Quantitative representation of human WAT lipidome and description of analytical strategy used (A) Schematic depiction of the quantitative lipidomics workflow. (B) Quantitative distribution of lipid class and corresponding lipid molecular species within subclasses of human WAT. Total lipid class concentration is represented by bold lines (SUM), and each single lipid molecular species is represented by thin lines. (C) Distribution of single TG based on bulk FA chain length (expressed as total carbon number, n(C); black dots) and unsaturation (expressed as double bond number, n(DB); red dots). (D–G) Quantitative distribution of FAs, fatty alcohols, fatty vinyl alcohols, and SPBs across (D) PLs, (E) acylCARs, (F) CEs and diacylglycerols and, (G) SPs.
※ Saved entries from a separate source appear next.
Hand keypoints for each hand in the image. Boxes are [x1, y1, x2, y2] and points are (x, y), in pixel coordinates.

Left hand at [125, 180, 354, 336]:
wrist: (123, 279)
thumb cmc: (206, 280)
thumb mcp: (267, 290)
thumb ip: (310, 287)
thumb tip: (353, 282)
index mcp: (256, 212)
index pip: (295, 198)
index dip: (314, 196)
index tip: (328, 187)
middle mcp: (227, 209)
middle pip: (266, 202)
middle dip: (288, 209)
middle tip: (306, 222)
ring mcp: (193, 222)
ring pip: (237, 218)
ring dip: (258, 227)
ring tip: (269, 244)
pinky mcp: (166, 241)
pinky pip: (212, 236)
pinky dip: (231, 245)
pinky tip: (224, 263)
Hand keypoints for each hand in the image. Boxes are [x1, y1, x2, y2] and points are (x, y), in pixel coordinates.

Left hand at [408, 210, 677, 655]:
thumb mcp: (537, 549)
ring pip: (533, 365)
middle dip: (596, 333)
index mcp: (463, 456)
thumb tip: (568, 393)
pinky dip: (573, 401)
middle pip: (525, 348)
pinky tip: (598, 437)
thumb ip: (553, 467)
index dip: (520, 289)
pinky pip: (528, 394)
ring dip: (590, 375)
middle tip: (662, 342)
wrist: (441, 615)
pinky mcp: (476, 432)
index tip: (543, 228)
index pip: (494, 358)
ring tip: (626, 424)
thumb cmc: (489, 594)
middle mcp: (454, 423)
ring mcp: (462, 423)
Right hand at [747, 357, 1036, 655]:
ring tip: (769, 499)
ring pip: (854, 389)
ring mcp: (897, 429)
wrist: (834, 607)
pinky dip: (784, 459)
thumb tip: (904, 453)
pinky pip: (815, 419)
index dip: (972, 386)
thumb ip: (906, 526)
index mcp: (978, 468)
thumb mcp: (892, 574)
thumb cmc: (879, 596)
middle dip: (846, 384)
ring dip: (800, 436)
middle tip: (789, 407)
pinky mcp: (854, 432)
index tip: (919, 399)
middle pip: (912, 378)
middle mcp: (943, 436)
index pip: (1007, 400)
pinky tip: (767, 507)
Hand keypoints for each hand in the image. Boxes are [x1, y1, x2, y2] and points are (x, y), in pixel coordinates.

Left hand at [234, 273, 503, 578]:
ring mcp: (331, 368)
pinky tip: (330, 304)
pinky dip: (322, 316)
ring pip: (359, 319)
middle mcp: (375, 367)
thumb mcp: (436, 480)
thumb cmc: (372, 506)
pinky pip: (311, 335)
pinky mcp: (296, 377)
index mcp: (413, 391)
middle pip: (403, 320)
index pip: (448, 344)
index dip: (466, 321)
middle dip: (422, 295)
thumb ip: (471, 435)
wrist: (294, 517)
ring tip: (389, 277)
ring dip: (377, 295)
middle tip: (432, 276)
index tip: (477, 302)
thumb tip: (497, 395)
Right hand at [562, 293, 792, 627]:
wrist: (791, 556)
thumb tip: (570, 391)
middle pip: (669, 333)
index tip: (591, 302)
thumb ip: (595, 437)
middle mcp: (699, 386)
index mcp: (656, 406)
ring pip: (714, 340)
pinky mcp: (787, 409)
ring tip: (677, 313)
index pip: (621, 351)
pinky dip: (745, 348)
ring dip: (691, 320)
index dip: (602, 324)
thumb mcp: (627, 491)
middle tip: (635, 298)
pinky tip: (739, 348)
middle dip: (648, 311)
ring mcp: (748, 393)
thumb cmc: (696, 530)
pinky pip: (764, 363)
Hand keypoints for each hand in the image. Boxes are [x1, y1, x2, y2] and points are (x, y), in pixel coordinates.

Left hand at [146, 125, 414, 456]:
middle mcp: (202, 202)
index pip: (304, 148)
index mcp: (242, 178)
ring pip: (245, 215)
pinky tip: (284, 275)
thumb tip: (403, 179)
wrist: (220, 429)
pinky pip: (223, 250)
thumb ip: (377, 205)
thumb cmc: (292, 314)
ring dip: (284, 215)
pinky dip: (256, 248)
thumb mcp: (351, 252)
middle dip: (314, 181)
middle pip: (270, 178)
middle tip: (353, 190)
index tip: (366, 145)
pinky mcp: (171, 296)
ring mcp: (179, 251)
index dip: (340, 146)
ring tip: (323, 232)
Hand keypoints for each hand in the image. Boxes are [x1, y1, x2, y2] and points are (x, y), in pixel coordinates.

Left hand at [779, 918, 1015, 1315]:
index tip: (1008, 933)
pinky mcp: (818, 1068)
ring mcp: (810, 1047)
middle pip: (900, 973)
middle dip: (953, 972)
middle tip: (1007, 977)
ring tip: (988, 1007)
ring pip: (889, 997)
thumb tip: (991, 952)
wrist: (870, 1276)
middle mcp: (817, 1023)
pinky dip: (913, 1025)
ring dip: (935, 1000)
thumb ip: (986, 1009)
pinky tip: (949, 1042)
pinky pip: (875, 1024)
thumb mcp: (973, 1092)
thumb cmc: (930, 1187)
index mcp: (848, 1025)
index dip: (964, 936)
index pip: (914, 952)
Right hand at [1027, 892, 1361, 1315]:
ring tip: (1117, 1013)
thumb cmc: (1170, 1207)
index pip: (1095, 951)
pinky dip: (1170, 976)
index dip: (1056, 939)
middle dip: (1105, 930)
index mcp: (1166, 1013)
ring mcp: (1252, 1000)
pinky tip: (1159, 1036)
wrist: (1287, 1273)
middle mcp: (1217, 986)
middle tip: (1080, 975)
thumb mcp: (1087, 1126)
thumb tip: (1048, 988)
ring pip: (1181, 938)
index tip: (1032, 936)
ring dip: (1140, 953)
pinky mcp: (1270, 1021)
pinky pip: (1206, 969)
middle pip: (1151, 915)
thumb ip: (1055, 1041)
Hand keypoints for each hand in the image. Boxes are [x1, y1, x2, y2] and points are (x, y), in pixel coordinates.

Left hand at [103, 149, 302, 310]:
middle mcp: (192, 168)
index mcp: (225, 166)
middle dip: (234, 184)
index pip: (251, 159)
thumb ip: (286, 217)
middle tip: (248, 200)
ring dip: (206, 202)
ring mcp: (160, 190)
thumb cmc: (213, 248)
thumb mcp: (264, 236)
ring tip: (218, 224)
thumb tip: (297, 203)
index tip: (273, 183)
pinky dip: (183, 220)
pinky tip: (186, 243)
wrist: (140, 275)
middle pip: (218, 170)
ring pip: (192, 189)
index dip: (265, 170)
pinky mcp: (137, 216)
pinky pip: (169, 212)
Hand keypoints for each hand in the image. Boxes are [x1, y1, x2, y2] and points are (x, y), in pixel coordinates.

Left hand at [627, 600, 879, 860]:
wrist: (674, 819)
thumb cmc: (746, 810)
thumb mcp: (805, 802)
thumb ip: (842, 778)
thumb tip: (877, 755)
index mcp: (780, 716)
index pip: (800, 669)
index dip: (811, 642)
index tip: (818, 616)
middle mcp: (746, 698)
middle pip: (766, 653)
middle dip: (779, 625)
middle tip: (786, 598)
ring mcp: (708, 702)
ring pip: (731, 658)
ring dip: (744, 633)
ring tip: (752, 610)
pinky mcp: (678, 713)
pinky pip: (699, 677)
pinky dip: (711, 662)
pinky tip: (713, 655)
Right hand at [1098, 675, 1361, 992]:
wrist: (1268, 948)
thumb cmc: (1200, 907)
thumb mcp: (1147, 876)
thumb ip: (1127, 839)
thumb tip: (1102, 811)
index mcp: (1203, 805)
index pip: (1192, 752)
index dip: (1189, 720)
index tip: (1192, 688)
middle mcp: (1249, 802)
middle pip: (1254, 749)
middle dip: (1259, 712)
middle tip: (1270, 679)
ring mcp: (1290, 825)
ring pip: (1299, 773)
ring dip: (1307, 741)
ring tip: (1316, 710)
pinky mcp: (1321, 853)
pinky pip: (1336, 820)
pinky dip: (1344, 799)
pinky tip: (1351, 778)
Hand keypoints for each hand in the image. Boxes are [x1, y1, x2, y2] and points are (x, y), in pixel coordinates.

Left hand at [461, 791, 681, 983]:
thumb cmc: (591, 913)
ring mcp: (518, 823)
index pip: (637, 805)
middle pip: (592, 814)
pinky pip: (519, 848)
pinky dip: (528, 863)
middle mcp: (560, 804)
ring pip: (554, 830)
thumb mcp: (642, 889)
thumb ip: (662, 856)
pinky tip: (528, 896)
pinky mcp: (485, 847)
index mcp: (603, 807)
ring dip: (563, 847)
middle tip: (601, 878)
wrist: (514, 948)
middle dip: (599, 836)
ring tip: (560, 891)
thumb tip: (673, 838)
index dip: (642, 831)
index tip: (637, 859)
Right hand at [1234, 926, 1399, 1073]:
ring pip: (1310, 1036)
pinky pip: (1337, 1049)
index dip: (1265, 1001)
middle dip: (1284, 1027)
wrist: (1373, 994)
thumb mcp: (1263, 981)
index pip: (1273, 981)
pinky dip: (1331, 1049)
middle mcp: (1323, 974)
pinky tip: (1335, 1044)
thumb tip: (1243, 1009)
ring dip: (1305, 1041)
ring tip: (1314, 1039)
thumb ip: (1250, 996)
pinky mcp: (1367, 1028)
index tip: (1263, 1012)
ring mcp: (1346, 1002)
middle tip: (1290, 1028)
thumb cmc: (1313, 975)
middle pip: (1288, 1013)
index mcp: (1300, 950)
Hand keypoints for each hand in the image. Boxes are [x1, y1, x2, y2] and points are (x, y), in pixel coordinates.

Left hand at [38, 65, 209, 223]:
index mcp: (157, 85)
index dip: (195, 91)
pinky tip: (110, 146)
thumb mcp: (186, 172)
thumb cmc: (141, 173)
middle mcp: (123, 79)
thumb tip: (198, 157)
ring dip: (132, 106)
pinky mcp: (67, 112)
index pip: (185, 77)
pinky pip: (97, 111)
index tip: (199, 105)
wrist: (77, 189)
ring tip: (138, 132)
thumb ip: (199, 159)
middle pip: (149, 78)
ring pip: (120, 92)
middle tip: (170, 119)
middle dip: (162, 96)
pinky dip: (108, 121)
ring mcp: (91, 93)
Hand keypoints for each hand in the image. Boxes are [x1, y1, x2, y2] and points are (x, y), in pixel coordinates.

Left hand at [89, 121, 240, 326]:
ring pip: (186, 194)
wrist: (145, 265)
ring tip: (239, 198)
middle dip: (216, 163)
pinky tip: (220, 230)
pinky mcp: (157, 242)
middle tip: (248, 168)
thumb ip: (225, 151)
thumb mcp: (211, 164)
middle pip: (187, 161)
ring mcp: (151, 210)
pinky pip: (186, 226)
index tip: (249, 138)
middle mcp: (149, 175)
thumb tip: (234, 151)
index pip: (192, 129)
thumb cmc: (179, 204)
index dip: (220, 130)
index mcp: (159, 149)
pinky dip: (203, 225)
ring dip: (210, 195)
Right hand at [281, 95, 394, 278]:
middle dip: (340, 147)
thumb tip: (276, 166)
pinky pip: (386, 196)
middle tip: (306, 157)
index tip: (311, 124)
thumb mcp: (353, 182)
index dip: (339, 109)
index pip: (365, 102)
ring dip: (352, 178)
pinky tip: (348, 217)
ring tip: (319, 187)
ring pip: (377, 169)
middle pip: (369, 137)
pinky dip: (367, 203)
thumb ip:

Plotted FA concentrations were determined by summing up the concentration of individual species containing a particular fatty acyl chain per lipid subclass.

Figure 4

Human WAT displays distinct lipidome profiles depending on WAT depot (VAT versus SAT) and phenotype (lean versus obese) The global lipidome was quantified for representative pools of WAT from VAT and SAT depots of lean (n = 5) and obese (n = 81) individuals. (A) Heatmap displaying statistically significantly regulated lipid molecular species between the WAT of obese and lean patients. (B) Concentration of differentially regulated triacylglycerols (TGs) between obese and lean WAT. (C) Pearson correlation of significantly regulated lipids between lean and obese WAT. (D) Concentration of statistically significantly regulated Cer species between lean and obese WAT. (E) Heatmap displaying statistically significantly regulated lipid molecular species between obese VAT (VAT[ob]) and obese SAT (SAT[ob]) depots. (F) Concentrations of PL and plasmalogen PL species that are statistically significantly regulated between VAT(ob) and SAT(ob). Statistical significance was determined by Student’s t test (FDR adjusted) with a cutoff of p ≤ 0.05 and a minimum fold change ≥ 2.

Figure 5

Complexity of the human WAT sphingolipidome (A) Sankey plot displays the concentration of Cer subclasses, its corresponding esterified SPBs, and FAs. Depicted concentrations were calculated by averaging concentrations of WAT from SAT and VAT depots of lean and obese patients in order to reflect the general WAT sphingolipidome. Length of boxes corresponds to the determined concentrations. (B) Differential regulation of sphingosine and sphingadienine SPBs over Cer subclasses in obese (ob) and lean tissues from VAT and SAT depots. (C) Differential regulation of deoxy-sphingosine and deoxy-sphingadienine SPBs over Cer subclasses in obese (ob) and lean tissues from VAT and SAT depots. Statistical significance was calculated by ANOVA. ∗p ≤ 0.05; ∗∗p ≤ 0.01; ∗∗∗p ≤ 0.005.